Caitlin Long: did pensions at Morgan Stanley, immersed in Bitcoin since Deep understanding of finance and how markets are regulated.

Caitlin Long on Bitcoin, Repo Fiasco, Blockchain And Rehypothecation (#GotBitcoin?)

Not only is her investment in BTC a significant move towards normalising cryptocurrency purchases, but she is actively working to bring a fair legislative agenda around crypto. Senator Lummis recognises the dangers of embarking upon irresponsible debt management, including the dollar's devaluation. Meltem Demirors is a prominent investor, cryptocurrency proponent and investment strategist based in the US. She currently serves as chief strategy officer at CoinShares, a crypto asset manager focusing on developing private funds and investment vehicles to provide institutional investors with thematic, risk-managed exposure to the emerging crypto asset ecosystem.


The nine-page white paper makes no mention of "hard money" or Austrian economics or the Federal Reserve or bailouts or anything like that. It talks instead about how it would solve the ecommerce problem of needing to have "non-reversible payments. And the white paper's original publication date of October just weeks after the financial crisis climaxed with the Fed's bailout of AIG--speaks for itself to the crypto community. Crypto has become so successful that it is, in many ways, the new macro.

Long, a Wall Street veteran with 22 years of experience, is not

In this conversation, we discuss the macro economy, bank balance sheets, monetary stimulus, inflation, impact of the OCC decision, an update on Avanti, and the potential effect on Bitcoin and banks from the Presidential election. Choice is a new self-directed IRA product that I'm really excited about.
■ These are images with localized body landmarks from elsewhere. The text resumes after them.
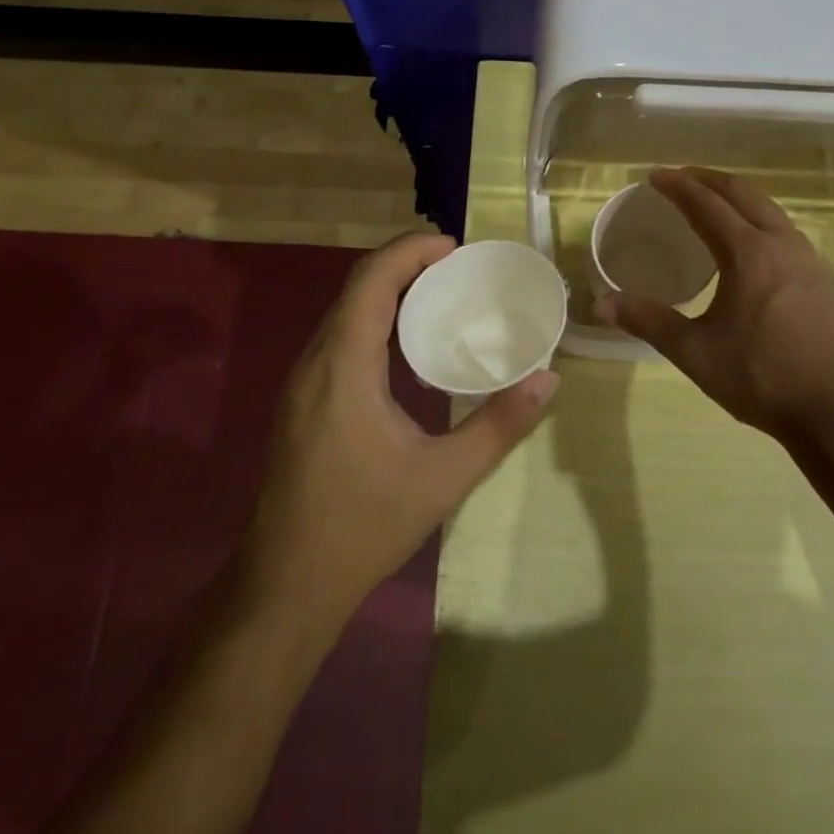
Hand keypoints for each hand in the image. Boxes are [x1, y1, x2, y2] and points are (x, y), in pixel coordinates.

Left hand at [244, 233, 556, 616]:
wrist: (286, 585)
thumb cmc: (363, 527)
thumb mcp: (444, 478)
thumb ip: (499, 426)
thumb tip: (547, 380)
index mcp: (343, 369)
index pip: (370, 283)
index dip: (410, 252)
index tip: (455, 247)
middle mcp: (315, 364)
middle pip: (356, 290)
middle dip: (406, 266)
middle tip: (459, 269)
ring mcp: (303, 384)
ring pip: (345, 313)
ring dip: (389, 292)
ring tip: (442, 296)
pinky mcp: (303, 403)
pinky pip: (340, 338)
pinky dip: (376, 321)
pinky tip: (409, 347)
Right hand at [600, 168, 833, 447]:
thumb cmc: (760, 378)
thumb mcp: (694, 352)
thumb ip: (649, 321)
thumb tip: (603, 304)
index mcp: (748, 253)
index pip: (706, 204)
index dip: (678, 186)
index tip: (655, 177)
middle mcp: (781, 243)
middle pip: (742, 193)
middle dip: (707, 179)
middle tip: (679, 178)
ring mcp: (807, 257)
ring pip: (768, 208)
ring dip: (736, 196)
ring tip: (711, 201)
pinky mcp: (821, 276)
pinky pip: (783, 228)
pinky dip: (757, 216)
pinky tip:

If you are listening to this, you are likely part of the 7. I was in that situation too. Now you can actually buy real Bitcoin in your retirement account.

Caitlin Long is peeling back the cover on a chronically ill financial system, highlighting why its vulnerabilities are crippling the markets. In a recent tweetstorm, Long says artificially low interest rates have triggered a cascade of bad business decisions that lay the groundwork for major upset. Each time, though, there was enough balance sheet capacity to reinflate the system by pumping more debt into it. Important to understand that when debt expands, liquidity grows — and mostly it just pushes up financial asset prices for various reasons.